Indian politician from Andhra Pradesh

Vadingadu Munaswamy Thomas (born 28 June 1974) is an Embryology Scientist & Indian politician from Andhra Pradesh. He is an MLA from Gangadhara Nellore Assembly constituency which is in Chittoor district. He represents Telugu Desam Party. He won the 2024 Andhra Pradesh Legislative Assembly election and was appointed Whip on 12 November 2024.

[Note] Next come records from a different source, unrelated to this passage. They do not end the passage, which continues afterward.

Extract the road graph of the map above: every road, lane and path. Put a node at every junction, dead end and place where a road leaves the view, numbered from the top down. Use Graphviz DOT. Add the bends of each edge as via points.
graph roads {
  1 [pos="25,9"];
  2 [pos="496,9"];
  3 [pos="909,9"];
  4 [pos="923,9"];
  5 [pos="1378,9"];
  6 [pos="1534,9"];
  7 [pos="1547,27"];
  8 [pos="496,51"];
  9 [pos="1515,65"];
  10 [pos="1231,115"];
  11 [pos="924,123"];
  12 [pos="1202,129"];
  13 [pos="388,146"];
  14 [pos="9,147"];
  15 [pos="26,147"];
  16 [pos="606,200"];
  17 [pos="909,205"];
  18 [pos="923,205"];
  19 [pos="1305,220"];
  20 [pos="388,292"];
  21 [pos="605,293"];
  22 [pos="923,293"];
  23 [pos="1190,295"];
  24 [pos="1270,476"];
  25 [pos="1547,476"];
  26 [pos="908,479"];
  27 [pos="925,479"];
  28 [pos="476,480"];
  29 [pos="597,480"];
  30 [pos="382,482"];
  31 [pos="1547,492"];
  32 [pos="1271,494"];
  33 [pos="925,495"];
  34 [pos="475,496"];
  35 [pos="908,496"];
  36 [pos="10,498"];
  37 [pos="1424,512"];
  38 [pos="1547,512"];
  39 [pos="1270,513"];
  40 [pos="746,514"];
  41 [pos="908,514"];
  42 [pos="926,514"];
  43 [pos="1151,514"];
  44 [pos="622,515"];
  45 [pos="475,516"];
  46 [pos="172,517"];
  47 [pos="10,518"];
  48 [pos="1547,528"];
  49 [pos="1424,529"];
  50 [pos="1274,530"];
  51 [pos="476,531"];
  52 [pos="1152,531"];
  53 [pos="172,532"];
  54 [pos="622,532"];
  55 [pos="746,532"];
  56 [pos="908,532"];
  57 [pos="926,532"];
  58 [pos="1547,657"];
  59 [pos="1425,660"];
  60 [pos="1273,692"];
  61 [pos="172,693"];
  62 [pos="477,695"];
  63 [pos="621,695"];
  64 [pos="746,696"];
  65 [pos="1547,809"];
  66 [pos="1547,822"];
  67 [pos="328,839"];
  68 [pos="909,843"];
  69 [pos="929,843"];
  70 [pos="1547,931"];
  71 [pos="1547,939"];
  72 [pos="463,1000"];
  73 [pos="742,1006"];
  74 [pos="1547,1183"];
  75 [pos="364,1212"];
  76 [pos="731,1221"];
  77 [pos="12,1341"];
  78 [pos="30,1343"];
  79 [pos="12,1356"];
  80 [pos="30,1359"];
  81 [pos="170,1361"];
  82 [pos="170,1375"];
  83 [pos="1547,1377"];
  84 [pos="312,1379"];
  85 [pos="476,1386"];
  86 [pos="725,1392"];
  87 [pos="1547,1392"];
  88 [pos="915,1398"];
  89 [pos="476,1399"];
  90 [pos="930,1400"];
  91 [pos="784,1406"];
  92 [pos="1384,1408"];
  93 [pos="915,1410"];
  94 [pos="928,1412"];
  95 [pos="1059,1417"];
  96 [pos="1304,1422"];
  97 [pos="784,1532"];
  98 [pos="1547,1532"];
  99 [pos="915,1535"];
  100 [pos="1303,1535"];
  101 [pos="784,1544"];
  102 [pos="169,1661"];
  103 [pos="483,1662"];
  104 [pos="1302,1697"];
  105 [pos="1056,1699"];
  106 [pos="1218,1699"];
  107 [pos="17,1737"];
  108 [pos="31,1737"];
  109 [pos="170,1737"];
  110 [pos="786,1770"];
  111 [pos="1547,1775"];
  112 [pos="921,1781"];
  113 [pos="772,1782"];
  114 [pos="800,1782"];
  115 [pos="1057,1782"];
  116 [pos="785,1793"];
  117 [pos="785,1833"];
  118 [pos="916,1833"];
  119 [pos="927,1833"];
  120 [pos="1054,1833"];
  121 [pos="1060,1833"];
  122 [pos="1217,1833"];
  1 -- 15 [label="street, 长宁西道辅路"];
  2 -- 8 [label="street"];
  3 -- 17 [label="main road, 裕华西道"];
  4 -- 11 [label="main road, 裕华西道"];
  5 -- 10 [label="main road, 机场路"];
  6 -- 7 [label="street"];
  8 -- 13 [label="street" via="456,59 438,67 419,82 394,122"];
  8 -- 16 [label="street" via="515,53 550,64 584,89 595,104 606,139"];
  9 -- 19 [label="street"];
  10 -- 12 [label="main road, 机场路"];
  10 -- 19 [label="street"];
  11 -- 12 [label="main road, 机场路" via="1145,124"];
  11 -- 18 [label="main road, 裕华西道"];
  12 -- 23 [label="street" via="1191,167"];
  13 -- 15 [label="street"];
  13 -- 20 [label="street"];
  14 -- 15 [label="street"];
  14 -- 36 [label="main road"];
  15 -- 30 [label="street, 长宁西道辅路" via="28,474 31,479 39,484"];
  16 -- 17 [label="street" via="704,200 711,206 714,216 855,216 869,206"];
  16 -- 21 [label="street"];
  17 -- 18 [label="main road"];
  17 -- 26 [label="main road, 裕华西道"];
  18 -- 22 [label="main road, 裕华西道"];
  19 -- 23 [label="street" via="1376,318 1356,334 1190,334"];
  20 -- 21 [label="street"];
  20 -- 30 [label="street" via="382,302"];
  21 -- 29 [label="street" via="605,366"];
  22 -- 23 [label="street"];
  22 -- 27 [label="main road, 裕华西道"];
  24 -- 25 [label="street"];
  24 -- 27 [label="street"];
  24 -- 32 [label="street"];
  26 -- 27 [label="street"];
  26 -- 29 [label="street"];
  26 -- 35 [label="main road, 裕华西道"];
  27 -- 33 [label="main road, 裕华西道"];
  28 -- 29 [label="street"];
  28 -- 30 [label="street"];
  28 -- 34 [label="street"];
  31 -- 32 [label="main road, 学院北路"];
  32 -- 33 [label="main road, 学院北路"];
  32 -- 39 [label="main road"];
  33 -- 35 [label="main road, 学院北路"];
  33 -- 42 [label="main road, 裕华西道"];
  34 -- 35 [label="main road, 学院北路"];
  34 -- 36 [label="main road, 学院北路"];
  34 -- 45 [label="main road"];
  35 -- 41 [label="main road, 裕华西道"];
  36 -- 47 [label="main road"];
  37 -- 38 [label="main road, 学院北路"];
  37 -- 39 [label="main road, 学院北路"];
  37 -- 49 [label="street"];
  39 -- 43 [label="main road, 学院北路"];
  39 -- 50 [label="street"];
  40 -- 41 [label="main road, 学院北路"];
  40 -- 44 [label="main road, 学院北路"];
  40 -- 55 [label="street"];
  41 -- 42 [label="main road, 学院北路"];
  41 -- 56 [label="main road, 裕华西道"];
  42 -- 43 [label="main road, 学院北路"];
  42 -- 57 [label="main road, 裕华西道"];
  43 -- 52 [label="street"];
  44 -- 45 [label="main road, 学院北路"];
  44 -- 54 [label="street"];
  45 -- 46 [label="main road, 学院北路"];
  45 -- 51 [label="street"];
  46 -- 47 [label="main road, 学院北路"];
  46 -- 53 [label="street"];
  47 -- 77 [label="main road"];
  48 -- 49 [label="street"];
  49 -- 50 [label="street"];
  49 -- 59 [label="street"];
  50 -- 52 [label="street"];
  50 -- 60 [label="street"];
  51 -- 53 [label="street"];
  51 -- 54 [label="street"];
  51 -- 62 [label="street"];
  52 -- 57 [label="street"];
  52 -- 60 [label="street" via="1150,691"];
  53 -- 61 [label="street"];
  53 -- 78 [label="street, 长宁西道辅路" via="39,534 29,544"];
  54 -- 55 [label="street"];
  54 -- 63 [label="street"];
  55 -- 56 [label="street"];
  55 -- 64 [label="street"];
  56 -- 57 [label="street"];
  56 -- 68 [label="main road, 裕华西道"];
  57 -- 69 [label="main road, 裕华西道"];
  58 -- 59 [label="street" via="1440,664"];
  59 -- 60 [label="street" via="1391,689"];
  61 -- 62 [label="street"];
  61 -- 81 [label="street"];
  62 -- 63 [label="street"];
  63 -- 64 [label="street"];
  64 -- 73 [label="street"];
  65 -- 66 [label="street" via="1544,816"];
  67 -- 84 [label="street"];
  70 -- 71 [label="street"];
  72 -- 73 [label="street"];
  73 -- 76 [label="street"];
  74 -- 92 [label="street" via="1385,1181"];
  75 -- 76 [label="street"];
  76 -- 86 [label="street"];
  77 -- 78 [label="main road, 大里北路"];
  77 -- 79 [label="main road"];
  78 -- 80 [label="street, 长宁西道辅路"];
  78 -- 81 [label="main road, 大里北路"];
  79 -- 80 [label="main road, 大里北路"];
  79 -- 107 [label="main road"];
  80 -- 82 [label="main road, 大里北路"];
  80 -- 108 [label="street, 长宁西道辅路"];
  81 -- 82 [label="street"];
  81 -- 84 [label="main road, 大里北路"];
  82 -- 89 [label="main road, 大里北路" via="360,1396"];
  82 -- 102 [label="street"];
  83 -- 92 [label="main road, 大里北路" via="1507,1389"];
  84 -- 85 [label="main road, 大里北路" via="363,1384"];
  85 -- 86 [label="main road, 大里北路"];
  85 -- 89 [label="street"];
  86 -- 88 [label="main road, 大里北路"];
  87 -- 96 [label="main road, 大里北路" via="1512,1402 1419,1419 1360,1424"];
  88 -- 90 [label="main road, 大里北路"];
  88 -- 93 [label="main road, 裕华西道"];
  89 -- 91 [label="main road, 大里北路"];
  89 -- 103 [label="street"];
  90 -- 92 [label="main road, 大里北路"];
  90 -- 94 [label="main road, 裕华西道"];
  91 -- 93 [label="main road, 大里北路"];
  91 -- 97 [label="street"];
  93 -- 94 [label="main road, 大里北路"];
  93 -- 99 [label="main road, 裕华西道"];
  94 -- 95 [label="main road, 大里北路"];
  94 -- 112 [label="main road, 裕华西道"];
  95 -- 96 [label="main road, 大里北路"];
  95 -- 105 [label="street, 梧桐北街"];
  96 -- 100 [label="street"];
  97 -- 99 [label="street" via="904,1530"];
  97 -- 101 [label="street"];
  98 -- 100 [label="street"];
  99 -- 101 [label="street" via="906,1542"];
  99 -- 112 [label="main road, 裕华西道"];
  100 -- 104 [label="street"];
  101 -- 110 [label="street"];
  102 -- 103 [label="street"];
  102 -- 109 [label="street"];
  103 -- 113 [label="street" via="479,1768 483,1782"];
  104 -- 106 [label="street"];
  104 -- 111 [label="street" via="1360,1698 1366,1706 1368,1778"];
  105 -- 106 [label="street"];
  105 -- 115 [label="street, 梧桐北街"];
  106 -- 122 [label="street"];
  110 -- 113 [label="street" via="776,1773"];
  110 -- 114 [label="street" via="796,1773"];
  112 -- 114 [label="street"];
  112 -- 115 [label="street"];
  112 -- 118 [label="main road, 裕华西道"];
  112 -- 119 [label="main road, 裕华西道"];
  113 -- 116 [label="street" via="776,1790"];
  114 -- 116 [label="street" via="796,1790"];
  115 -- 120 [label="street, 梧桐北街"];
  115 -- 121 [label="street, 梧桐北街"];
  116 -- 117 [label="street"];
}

== Early life and education ==
Thomas was born into a middle class family to Vadingadu Prakasam and Vadingadu Rani. He is an embryologist. He did his M.Sc. and completed his doctorate in Zoology in 2000 at Karnatak University, Dharwad. He is a specialist in fertility and runs the Chennai Fertility Centre. Earlier, he did his B.Sc. at Government Degree College, Puttur, Karnataka. He did his schooling at CSI school, Kollagunta.

== Political career ==
Thomas joined Telugu Desam party in June 2023. He won the 2024 Andhra Pradesh Legislative Assembly election from Gangadhara Nellore Assembly constituency representing Telugu Desam Party. He polled votes and defeated Krupalakshmi, daughter of deputy chief minister K. Narayana Swamy, by a margin of 26,011 votes.

He became Whip to Andhra Pradesh government, currently serving as MLA & Whip to Andhra Pradesh Government.